Segment Start: INFORMATION SHOWN
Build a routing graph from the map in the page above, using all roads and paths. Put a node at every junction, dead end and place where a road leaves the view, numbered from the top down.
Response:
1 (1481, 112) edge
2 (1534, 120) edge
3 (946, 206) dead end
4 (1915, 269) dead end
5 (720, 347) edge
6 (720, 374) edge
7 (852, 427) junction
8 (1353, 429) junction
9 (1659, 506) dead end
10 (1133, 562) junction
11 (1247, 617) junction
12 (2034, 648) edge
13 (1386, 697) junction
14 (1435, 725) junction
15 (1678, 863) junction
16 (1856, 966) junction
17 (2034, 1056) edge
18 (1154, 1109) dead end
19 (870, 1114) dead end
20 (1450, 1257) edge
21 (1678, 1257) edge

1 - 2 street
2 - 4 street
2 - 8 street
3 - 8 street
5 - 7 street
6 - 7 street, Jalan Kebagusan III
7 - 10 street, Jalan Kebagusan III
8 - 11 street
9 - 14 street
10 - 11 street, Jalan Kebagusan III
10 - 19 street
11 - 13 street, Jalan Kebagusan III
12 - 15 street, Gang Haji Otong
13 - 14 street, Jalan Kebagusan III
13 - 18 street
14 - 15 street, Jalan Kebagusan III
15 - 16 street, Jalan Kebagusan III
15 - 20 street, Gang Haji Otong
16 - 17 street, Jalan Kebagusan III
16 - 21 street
Segment End: INFORMATION SHOWN
• **WHAT IS EXPECTED**: Return the listing. Match it exactly.

• **ANSWER TO THE EXERCISE**:
Build a routing graph from the map in the page above, using all roads and paths. Put a node at every junction, dead end and place where a road leaves the view, numbered from the top down.
Response:
1 (1481, 112) edge
2 (1534, 120) edge
3 (946, 206) dead end
4 (1915, 269) dead end
5 (720, 347) edge
6 (720, 374) edge
7 (852, 427) junction
8 (1353, 429) junction
9 (1659, 506) dead end
10 (1133, 562) junction
11 (1247, 617) junction
12 (2034, 648) edge
13 (1386, 697) junction
14 (1435, 725) junction
15 (1678, 863) junction
16 (1856, 966) junction
17 (2034, 1056) edge
18 (1154, 1109) dead end
19 (870, 1114) dead end
20 (1450, 1257) edge
21 (1678, 1257) edge

1 - 2 street
2 - 4 street
2 - 8 street
3 - 8 street
5 - 7 street
6 - 7 street, Jalan Kebagusan III
7 - 10 street, Jalan Kebagusan III
8 - 11 street
9 - 14 street
10 - 11 street, Jalan Kebagusan III
10 - 19 street
11 - 13 street, Jalan Kebagusan III
12 - 15 street, Gang Haji Otong
13 - 14 street, Jalan Kebagusan III
13 - 18 street
14 - 15 street, Jalan Kebagusan III
15 - 16 street, Jalan Kebagusan III
15 - 20 street, Gang Haji Otong
16 - 17 street, Jalan Kebagusan III
16 - 21 street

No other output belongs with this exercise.